Long functions without reusable parts

You have a long function (like 100-300 lines) that describes a sequence of steps that only make sense together.

What do you do?

  • Add some comments to show what the steps are, but keep it in the same function. No point introducing extra indirection and jumping around the code. If a part is ever reused, it can still be split at that time.
  • Split it into multiple functions. Methods should stay short so as to give a faster overview. Who knows, maybe it'll be re-used one day in the future.

Bonus question: if the function is a method and you're splitting it, do you just share data through instance fields, or pass everything as arguments?

EDIT: I'm thinking about compiled languages with the possibility to force the compiler to inline these methods, so no performance cost. But performance considerations may be useful for other readers.

Split it


Keep it together


I like turtles


Comments (4)

Marco Alka's photo

As always, depends. If it's a hot path, keeping the function or method together might yield performance benefits. Other than that, I'd split it into logical groups. That way, the code is even self-documenting (but you should add comments nevertheless!)

if the function is a method and you're splitting it, do you just share data through instance fields, or pass everything as arguments?

It's just one method. Keep your method's business out of the class/object. Especially when going parallel, having one field for all threads is a bottleneck. It's usually better to take a more functional approach (even in OOP) by using helper functions. Hell, I'd not even write the parts into methods, I'd write them into functions, which are encapsulated inside of the module (which I already do in my JS and Rust projects, btw).

import foo from 'Foo';

export default class Bar {
  doSth() {
    // very long method here

  // ...

would become

import foo from 'Foo';

export default class Bar {
  doSth() {
    feedThePigeons(123, 'bread');

  // ...

const feedThePigeons = function(pigeonId, food) {
  // small function

const spankTheMonkey = function(monkeyId) {
  // small function

const lickTheLizard = function(lizardId) {
  // small function
Hipkiss's photo

I would suggest it depends on the use case. Personally, in javascript, I have created a few classes that are a few hundred lines long, in some cases or two methods that are a couple hundred lines long and my reasoning for doing this is to improve performance when the code is running. Obviously, because of this I have commented well and used useful naming conventions.

If you're thinking of creating a class/set of methods that aren't going to be reused somewhere else then I wouldn't worry about splitting it. Splitting something for the sake of it can be counter intuitive as it can introduce unnecessary obfuscation, which slows down the code and also can make it harder to follow when debugging.

As for variables, I would suggest putting as much as possible in the constructor, some might disagree with this (obviously this has limits and should be taken on a variable by variable basis). My reasoning is that, in my opinion, it's cleaner. Especially if the variables are used in multiple methods. Furthermore I find that doing this allows easier tracking of the variables, meaning an improved consistency when in use as well as checking for debugging.

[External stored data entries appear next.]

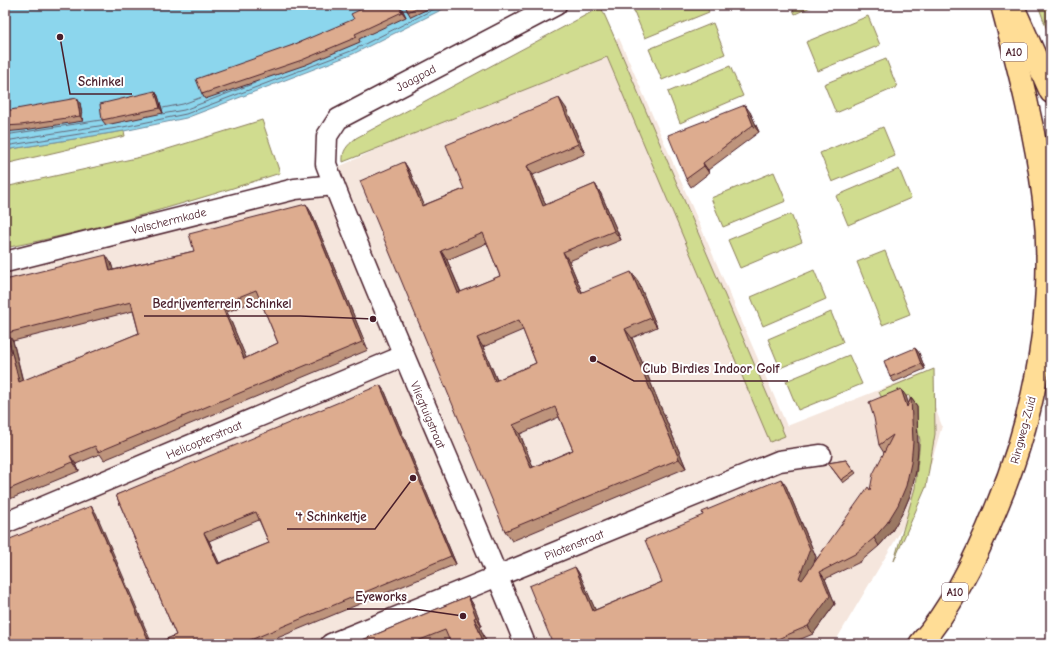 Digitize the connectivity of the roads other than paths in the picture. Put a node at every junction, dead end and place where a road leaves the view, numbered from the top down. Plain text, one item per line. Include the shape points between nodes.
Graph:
1 (556, 5) edge
2 (1002, 5) edge
3 (1012, 5) edge
4 (1051, 92) edge
5 (334, 185) junction
6 (5, 262) edge
7 (403, 356) junction
8 (821, 455) dead end
9 (5, 523) edge
10 (498, 576) junction
11 (331, 644) edge
12 (525, 644) edge
13 (920, 644) edge

1 - 5 street, Jaagpad via 338,119 327,136 326,164
2 - 13 highway, Ringweg-Zuid / A10 via 1028,106 1045,201 1048,268 1041,351 1030,412 1011,473 988,529 967,573
3 - 4 highway
5 - 6 street, Valschermkade via 295,189
5 - 7 street, Vliegtuigstraat
7 - 9 street, Helicopterstraat
7 - 10 street, Vliegtuigstraat
8 - 10 street, Pilotenstraat via 780,461
10 - 11 street, Pilotenstraat
10 - 12 street, Vliegtuigstraat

So that's what I would probably do given the limited information provided; create a class where you can setup the variables in a constructor then put the function in a single method and determine if it should be split based on complexity, future use cases and who's going to also be looking at this code.

Jos Fabre's photo

If it can be split, split!

Reusability of bits of code is an important reason for splitting. In "good code practice", a single method doesn't have to make sense at all. It gets meaning by being called, thus getting a cognitive/explanatory environment.

If your enormous code block makes sense because of what you do in sequence, the same sense will come from calling the separate (explanatory named) methods that you created (probably also in sequence).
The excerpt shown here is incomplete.